_TASK TO COMPLETE_.
What you return should match the records below exactly.
-- Opening Marker --
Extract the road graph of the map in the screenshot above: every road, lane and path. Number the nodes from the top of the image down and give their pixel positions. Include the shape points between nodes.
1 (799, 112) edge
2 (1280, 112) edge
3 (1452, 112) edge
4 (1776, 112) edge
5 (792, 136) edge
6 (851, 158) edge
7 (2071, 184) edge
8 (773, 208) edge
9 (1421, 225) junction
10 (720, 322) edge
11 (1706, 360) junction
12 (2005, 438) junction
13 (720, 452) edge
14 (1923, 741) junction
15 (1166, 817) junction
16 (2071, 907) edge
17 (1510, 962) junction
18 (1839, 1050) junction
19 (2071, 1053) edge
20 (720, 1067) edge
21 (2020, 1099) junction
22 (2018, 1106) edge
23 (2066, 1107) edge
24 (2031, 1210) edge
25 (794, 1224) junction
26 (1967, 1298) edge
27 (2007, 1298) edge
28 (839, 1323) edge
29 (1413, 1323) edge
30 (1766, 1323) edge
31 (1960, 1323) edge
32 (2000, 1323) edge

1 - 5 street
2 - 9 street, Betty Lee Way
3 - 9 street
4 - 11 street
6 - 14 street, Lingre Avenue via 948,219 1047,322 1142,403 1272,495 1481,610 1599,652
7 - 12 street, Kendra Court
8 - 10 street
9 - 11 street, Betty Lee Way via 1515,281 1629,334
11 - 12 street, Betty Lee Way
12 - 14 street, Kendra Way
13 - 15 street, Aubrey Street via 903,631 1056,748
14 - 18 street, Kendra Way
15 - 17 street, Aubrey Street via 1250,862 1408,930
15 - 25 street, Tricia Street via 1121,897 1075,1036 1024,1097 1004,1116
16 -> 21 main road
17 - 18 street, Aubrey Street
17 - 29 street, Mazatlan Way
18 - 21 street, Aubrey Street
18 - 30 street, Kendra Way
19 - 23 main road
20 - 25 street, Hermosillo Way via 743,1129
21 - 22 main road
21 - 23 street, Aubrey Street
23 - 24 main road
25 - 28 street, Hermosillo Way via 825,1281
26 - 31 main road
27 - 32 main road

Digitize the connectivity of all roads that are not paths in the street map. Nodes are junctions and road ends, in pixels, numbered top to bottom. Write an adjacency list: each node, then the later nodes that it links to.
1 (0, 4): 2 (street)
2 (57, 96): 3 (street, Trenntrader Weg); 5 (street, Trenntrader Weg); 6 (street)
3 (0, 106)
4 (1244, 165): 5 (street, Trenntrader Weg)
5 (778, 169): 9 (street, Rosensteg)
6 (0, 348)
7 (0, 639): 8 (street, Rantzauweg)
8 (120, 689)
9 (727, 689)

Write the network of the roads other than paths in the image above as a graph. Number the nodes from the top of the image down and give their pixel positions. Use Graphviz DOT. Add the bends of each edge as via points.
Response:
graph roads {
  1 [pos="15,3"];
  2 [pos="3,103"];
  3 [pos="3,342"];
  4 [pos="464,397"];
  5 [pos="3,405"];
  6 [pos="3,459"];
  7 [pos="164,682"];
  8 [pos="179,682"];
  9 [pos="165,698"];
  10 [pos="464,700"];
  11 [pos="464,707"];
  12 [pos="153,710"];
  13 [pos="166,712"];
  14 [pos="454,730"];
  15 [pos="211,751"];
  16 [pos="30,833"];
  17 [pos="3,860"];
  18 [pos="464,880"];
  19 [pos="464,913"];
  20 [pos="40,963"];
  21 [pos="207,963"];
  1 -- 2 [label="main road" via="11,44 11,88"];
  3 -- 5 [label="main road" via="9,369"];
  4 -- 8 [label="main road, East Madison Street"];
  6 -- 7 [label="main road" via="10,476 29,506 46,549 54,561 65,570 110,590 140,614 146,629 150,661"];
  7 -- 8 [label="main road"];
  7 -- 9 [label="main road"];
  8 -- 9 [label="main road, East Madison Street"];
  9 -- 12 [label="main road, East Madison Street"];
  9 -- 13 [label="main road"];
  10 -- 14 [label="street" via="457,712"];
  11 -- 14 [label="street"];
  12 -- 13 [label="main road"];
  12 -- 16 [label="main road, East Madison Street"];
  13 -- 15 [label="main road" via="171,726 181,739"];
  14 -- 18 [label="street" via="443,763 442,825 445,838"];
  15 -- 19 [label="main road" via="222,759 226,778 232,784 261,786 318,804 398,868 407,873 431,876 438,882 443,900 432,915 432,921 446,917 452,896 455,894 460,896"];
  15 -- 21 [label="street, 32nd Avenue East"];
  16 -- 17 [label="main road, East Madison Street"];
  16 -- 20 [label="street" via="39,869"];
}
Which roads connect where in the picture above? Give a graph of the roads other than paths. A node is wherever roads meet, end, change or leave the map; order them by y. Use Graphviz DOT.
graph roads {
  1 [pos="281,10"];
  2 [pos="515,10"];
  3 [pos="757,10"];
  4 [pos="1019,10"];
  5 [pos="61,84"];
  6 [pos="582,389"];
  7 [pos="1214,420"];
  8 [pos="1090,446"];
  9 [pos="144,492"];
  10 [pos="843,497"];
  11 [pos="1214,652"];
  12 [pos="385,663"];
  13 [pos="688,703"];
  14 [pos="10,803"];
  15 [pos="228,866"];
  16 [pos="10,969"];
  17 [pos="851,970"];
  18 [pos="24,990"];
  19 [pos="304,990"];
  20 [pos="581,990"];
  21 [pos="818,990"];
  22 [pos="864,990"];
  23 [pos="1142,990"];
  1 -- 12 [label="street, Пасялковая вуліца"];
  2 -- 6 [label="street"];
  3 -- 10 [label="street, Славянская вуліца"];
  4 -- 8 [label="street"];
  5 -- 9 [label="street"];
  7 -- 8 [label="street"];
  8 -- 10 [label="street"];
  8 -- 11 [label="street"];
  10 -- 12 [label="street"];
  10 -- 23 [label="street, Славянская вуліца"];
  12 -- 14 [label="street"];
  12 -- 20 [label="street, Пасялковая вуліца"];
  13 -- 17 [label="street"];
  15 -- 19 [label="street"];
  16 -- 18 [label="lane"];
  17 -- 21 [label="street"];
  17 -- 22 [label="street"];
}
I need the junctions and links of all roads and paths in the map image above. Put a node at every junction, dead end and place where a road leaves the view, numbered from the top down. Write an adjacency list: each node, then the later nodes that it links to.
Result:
-- Closing Marker --
_PROBLEM SOLUTION_.
Extract the road graph of the map in the screenshot above: every road, lane and path. Number the nodes from the top of the image down and give their pixel positions. Include the shape points between nodes.
1 (799, 112) edge
2 (1280, 112) edge
3 (1452, 112) edge
4 (1776, 112) edge
5 (792, 136) edge
6 (851, 158) edge
7 (2071, 184) edge
8 (773, 208) edge
9 (1421, 225) junction
10 (720, 322) edge
11 (1706, 360) junction
12 (2005, 438) junction
13 (720, 452) edge
14 (1923, 741) junction
15 (1166, 817) junction
16 (2071, 907) edge
17 (1510, 962) junction
18 (1839, 1050) junction
19 (2071, 1053) edge
20 (720, 1067) edge
21 (2020, 1099) junction
22 (2018, 1106) edge
23 (2066, 1107) edge
24 (2031, 1210) edge
25 (794, 1224) junction
26 (1967, 1298) edge
27 (2007, 1298) edge
28 (839, 1323) edge
29 (1413, 1323) edge
30 (1766, 1323) edge
31 (1960, 1323) edge
32 (2000, 1323) edge

1 - 5 street
2 - 9 street, Betty Lee Way
3 - 9 street
4 - 11 street
6 - 14 street, Lingre Avenue via 948,219 1047,322 1142,403 1272,495 1481,610 1599,652
7 - 12 street, Kendra Court
8 - 10 street
9 - 11 street, Betty Lee Way via 1515,281 1629,334
11 - 12 street, Betty Lee Way
12 - 14 street, Kendra Way
13 - 15 street, Aubrey Street via 903,631 1056,748
14 - 18 street, Kendra Way
15 - 17 street, Aubrey Street via 1250,862 1408,930
15 - 25 street, Tricia Street via 1121,897 1075,1036 1024,1097 1004,1116
16 -> 21 main road
17 - 18 street, Aubrey Street
17 - 29 street, Mazatlan Way
18 - 21 street, Aubrey Street
18 - 30 street, Kendra Way
19 - 23 main road
20 - 25 street, Hermosillo Way via 743,1129
21 - 22 main road
21 - 23 street, Aubrey Street
23 - 24 main road
25 - 28 street, Hermosillo Way via 825,1281
26 - 31 main road
27 - 32 main road

Digitize the connectivity of all roads that are not paths in the street map. Nodes are junctions and road ends, in pixels, numbered top to bottom. Write an adjacency list: each node, then the later nodes that it links to.
1 (0, 4): 2 (street)
2 (57, 96): 3 (street, Trenntrader Weg); 5 (street, Trenntrader Weg); 6 (street)
3 (0, 106)
4 (1244, 165): 5 (street, Trenntrader Weg)
5 (778, 169): 9 (street, Rosensteg)
6 (0, 348)
7 (0, 639): 8 (street, Rantzauweg)
8 (120, 689)
9 (727, 689)

Write the network of the roads other than paths in the image above as a graph. Number the nodes from the top of the image down and give their pixel positions. Use Graphviz DOT. Add the bends of each edge as via points.
Response:
graph roads {
  1 [pos="15,3"];
  2 [pos="3,103"];
  3 [pos="3,342"];
  4 [pos="464,397"];
  5 [pos="3,405"];
  6 [pos="3,459"];
  7 [pos="164,682"];
  8 [pos="179,682"];
  9 [pos="165,698"];
  10 [pos="464,700"];
  11 [pos="464,707"];
  12 [pos="153,710"];
  13 [pos="166,712"];
  14 [pos="454,730"];
  15 [pos="211,751"];
  16 [pos="30,833"];
  17 [pos="3,860"];
  18 [pos="464,880"];
  19 [pos="464,913"];
  20 [pos="40,963"];
  21 [pos="207,963"];
  1 -- 2 [label="main road" via="11,44 11,88"];
  3 -- 5 [label="main road" via="9,369"];
  4 -- 8 [label="main road, East Madison Street"];
  6 -- 7 [label="main road" via="10,476 29,506 46,549 54,561 65,570 110,590 140,614 146,629 150,661"];
  7 -- 8 [label="main road"];
  7 -- 9 [label="main road"];
  8 -- 9 [label="main road, East Madison Street"];
  9 -- 12 [label="main road, East Madison Street"];
  9 -- 13 [label="main road"];
  10 -- 14 [label="street" via="457,712"];
  11 -- 14 [label="street"];
  12 -- 13 [label="main road"];
  12 -- 16 [label="main road, East Madison Street"];
  13 -- 15 [label="main road" via="171,726 181,739"];
  14 -- 18 [label="street" via="443,763 442,825 445,838"];
  15 -- 19 [label="main road" via="222,759 226,778 232,784 261,786 318,804 398,868 407,873 431,876 438,882 443,900 432,915 432,921 446,917 452,896 455,894 460,896"];
  15 -- 21 [label="street, 32nd Avenue East"];
  16 -- 17 [label="main road, East Madison Street"];
  16 -- 20 [label="street" via="39,869"];
}
Which roads connect where in the picture above? Give a graph of the roads other than paths. A node is wherever roads meet, end, change or leave the map; order them by y. Use Graphviz DOT.
graph roads {
  1 [pos="281,10"];
  2 [pos="515,10"];
  3 [pos="757,10"];
  4 [pos="1019,10"];
  5 [pos="61,84"];
  6 [pos="582,389"];
  7 [pos="1214,420"];
  8 [pos="1090,446"];
  9 [pos="144,492"];
  10 [pos="843,497"];
  11 [pos="1214,652"];
  12 [pos="385,663"];
  13 [pos="688,703"];
  14 [pos="10,803"];
  15 [pos="228,866"];
  16 [pos="10,969"];
  17 [pos="851,970"];
  18 [pos="24,990"];
  19 [pos="304,990"];
  20 [pos="581,990"];
  21 [pos="818,990"];
  22 [pos="864,990"];
  23 [pos="1142,990"];
  1 -- 12 [label="street, Пасялковая вуліца"];
  2 -- 6 [label="street"];
  3 -- 10 [label="street, Славянская вуліца"];
  4 -- 8 [label="street"];
  5 -- 9 [label="street"];
  7 -- 8 [label="street"];
  8 -- 10 [label="street"];
  8 -- 11 [label="street"];
  10 -- 12 [label="street"];
  10 -- 23 [label="street, Славянская вуліца"];
  12 -- 14 [label="street"];
  12 -- 20 [label="street, Пасялковая вуліца"];
  13 -- 17 [label="street"];
  15 -- 19 [label="street"];
  16 -- 18 [label="lane"];
  17 -- 21 [label="street"];
  17 -- 22 [label="street"];
}
I need the junctions and links of all roads and paths in the map image above. Put a node at every junction, dead end and place where a road leaves the view, numbered from the top down. Write an adjacency list: each node, then the later nodes that it links to.
Result:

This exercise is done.